Notons qu’un dispositif peut être retiré définitivement du marché par l’administration lorsqu’il peut présenter des risques sur la santé des citoyens. Le retrait est effectué après l’étude des justificatifs produits et l’évaluation de l’impact du retrait sur l’approvisionnement du marché.
Parmi les dispositions importantes du projet de loi figure la création d’une Commission nationale consultative des dispositifs médicaux. Cette structure a pour mission de donner son avis sur les demandes d’enregistrement, la suspension ou le retrait de l’enregistrement, le retrait d’un dispositif médical pour des raisons de santé publique, les demandes de visas de publicité et les décisions de retrait des visas.

Tout établissement ou tout professionnel de santé n’ ayant pas signalé à l’administration un incident résultant de l’utilisation d’un dispositif médical est passible d’une amende de 50.000 à 100.000 DH.

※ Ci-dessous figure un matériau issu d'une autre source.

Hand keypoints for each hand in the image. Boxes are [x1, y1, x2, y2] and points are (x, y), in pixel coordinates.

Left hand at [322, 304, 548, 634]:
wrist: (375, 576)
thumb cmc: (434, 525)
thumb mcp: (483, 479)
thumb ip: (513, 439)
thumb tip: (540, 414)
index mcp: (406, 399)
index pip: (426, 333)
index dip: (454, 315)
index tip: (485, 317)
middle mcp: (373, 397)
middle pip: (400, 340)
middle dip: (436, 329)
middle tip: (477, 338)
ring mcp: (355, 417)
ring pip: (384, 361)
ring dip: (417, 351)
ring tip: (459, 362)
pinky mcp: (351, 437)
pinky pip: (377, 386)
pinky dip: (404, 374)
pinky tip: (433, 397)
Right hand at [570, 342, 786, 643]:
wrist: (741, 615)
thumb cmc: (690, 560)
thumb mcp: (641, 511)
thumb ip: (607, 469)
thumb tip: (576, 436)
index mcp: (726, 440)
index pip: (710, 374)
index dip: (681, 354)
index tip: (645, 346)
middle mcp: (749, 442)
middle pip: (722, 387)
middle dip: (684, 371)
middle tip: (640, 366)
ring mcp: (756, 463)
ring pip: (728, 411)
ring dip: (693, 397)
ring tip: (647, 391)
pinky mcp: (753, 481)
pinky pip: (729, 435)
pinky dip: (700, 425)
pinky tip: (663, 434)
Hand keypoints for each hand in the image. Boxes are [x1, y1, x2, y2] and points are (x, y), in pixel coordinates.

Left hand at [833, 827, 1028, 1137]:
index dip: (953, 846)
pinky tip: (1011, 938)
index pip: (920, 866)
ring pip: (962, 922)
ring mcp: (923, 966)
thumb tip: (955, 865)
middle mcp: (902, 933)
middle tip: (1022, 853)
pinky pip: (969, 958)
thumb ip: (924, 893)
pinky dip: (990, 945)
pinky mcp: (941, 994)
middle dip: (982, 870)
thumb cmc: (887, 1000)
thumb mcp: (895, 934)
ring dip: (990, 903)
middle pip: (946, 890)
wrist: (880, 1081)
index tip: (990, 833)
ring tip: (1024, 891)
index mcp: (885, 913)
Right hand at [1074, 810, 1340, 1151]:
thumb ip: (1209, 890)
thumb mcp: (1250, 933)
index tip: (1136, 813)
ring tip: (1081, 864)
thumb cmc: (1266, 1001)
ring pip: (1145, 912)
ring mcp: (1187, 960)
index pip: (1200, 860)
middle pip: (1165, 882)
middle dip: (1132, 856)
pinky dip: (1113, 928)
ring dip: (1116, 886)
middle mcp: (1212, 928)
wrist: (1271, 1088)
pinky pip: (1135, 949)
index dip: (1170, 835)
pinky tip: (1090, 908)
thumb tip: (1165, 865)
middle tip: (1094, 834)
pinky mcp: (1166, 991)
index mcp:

Les établissements de fabrication, d’importation, de distribution des dispositifs médicaux sont soumis à des inspections périodiques effectuées par des fonctionnaires assermentés. Ces inspecteurs  ont pour mission de veiller au respect des dispositions de la loi, de rechercher et constater les infractions relatives à la répression  des fraudes en rapport avec les dispositifs médicaux. Des sanctions sont prévues en cas de non-respect des dispositions. Ainsi, quiconque procède à la mise sur le marché d’un dispositif médical sans enregistrement est puni d’une amende de 25.000 à 100.000 dirhams. (art 43). Tout établissement qui ne signale pas à l’administration les modifications affectant les données cliniques ou le contenu du dossier d’enregistrement d’un dispositif médical dont il assure la mise sur le marché est passible d’une amende de 50.000 à 100.000 dirhams. Il en va  de même pour tout établissement ou tout professionnel de santé n’ayant pas signalé à l’administration un incident résultant de l’utilisation d’un dispositif médical ou toute défaillance ou altération de la qualité du produit. En cas de  condamnation pour infraction aux dispositions de la loi, le tribunal peut ordonner la confiscation des produits et matériels utilisés et l’interdiction à la personne condamnée d’exercer les activités de fabrication, d’importation, d’exportation ou de distribution des dispositifs médicaux pour une durée de 5 à 10 ans.